Your objective: An exact copy of the listing is required, with its pictures removed.

Records for this exercise:
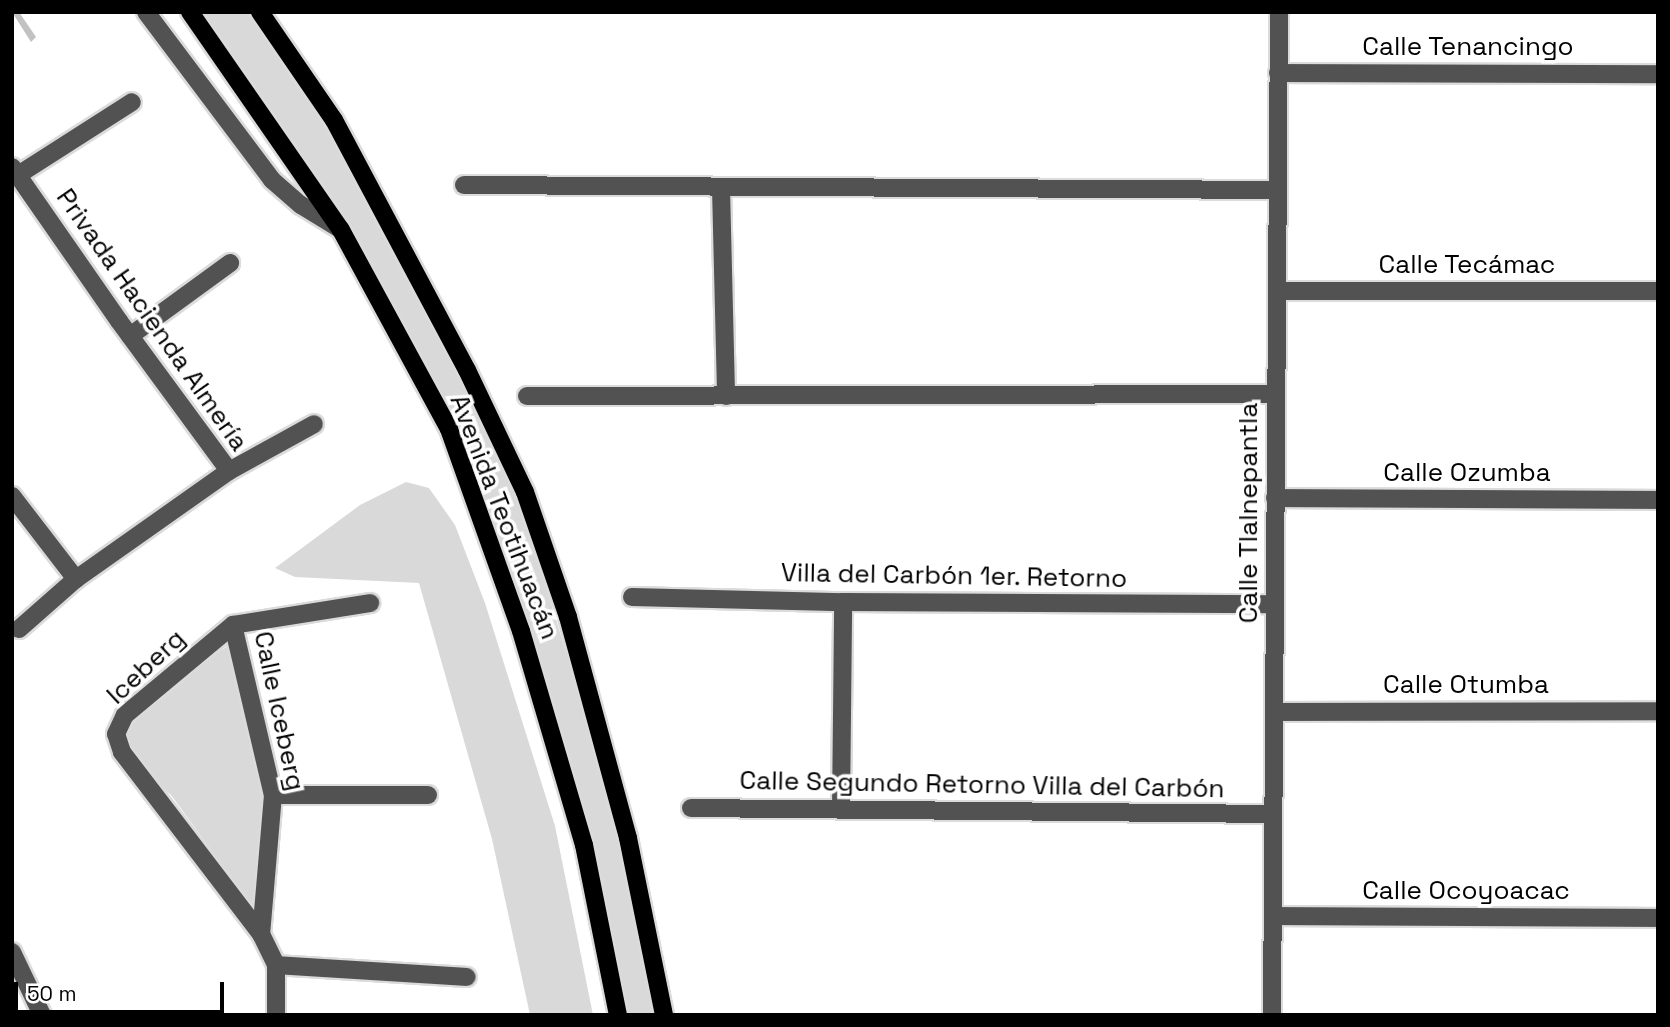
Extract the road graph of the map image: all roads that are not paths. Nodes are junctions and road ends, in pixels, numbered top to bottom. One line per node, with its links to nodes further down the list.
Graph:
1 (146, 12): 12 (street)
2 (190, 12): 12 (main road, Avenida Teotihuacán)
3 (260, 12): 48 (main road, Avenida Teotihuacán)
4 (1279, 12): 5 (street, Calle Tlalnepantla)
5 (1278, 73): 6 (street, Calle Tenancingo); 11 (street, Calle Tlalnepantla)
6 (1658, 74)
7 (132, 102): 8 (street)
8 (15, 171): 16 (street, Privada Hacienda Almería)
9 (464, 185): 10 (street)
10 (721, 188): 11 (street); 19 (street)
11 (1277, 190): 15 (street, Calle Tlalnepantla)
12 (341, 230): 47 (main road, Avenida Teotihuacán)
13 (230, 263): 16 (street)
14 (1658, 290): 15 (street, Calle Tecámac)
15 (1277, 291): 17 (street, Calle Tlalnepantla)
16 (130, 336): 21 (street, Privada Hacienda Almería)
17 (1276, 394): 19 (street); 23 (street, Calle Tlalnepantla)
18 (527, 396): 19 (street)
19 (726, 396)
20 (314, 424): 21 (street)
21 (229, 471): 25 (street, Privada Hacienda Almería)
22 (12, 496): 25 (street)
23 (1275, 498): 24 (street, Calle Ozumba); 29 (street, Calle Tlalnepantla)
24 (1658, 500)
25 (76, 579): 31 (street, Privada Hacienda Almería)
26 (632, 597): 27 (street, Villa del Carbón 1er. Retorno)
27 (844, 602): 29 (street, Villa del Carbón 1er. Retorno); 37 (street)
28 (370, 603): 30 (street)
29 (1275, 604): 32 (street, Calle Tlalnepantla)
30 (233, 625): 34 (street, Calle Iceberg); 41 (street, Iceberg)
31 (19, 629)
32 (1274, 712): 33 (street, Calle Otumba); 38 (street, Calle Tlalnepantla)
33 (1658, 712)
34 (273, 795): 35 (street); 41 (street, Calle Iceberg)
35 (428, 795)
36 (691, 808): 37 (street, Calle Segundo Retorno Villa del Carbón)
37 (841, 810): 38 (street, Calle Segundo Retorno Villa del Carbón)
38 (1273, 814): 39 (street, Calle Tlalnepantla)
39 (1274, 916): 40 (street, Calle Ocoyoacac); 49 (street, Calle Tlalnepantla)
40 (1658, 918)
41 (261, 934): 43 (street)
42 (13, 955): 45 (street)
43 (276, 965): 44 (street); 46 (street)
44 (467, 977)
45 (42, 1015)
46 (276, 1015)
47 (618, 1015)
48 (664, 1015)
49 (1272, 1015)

Solution to this exercise:
Extract the road graph of the map image: all roads that are not paths. Nodes are junctions and road ends, in pixels, numbered top to bottom. One line per node, with its links to nodes further down the list.
Graph:
1 (146, 12): 12 (street)
2 (190, 12): 12 (main road, Avenida Teotihuacán)
3 (260, 12): 48 (main road, Avenida Teotihuacán)
4 (1279, 12): 5 (street, Calle Tlalnepantla)
5 (1278, 73): 6 (street, Calle Tenancingo); 11 (street, Calle Tlalnepantla)
6 (1658, 74)
7 (132, 102): 8 (street)
8 (15, 171): 16 (street, Privada Hacienda Almería)
9 (464, 185): 10 (street)
10 (721, 188): 11 (street); 19 (street)
11 (1277, 190): 15 (street, Calle Tlalnepantla)
12 (341, 230): 47 (main road, Avenida Teotihuacán)
13 (230, 263): 16 (street)
14 (1658, 290): 15 (street, Calle Tecámac)
15 (1277, 291): 17 (street, Calle Tlalnepantla)
16 (130, 336): 21 (street, Privada Hacienda Almería)
17 (1276, 394): 19 (street); 23 (street, Calle Tlalnepantla)
18 (527, 396): 19 (street)
19 (726, 396)
20 (314, 424): 21 (street)
21 (229, 471): 25 (street, Privada Hacienda Almería)
22 (12, 496): 25 (street)
23 (1275, 498): 24 (street, Calle Ozumba); 29 (street, Calle Tlalnepantla)
24 (1658, 500)
25 (76, 579): 31 (street, Privada Hacienda Almería)
26 (632, 597): 27 (street, Villa del Carbón 1er. Retorno)
27 (844, 602): 29 (street, Villa del Carbón 1er. Retorno); 37 (street)
28 (370, 603): 30 (street)
29 (1275, 604): 32 (street, Calle Tlalnepantla)
30 (233, 625): 34 (street, Calle Iceberg); 41 (street, Iceberg)
31 (19, 629)
32 (1274, 712): 33 (street, Calle Otumba); 38 (street, Calle Tlalnepantla)
33 (1658, 712)
34 (273, 795): 35 (street); 41 (street, Calle Iceberg)
35 (428, 795)
36 (691, 808): 37 (street, Calle Segundo Retorno Villa del Carbón)
37 (841, 810): 38 (street, Calle Segundo Retorno Villa del Carbón)
38 (1273, 814): 39 (street, Calle Tlalnepantla)
39 (1274, 916): 40 (street, Calle Ocoyoacac); 49 (street, Calle Tlalnepantla)
40 (1658, 918)
41 (261, 934): 43 (street)
42 (13, 955): 45 (street)
43 (276, 965): 44 (street); 46 (street)
44 (467, 977)
45 (42, 1015)
46 (276, 1015)
47 (618, 1015)
48 (664, 1015)
49 (1272, 1015)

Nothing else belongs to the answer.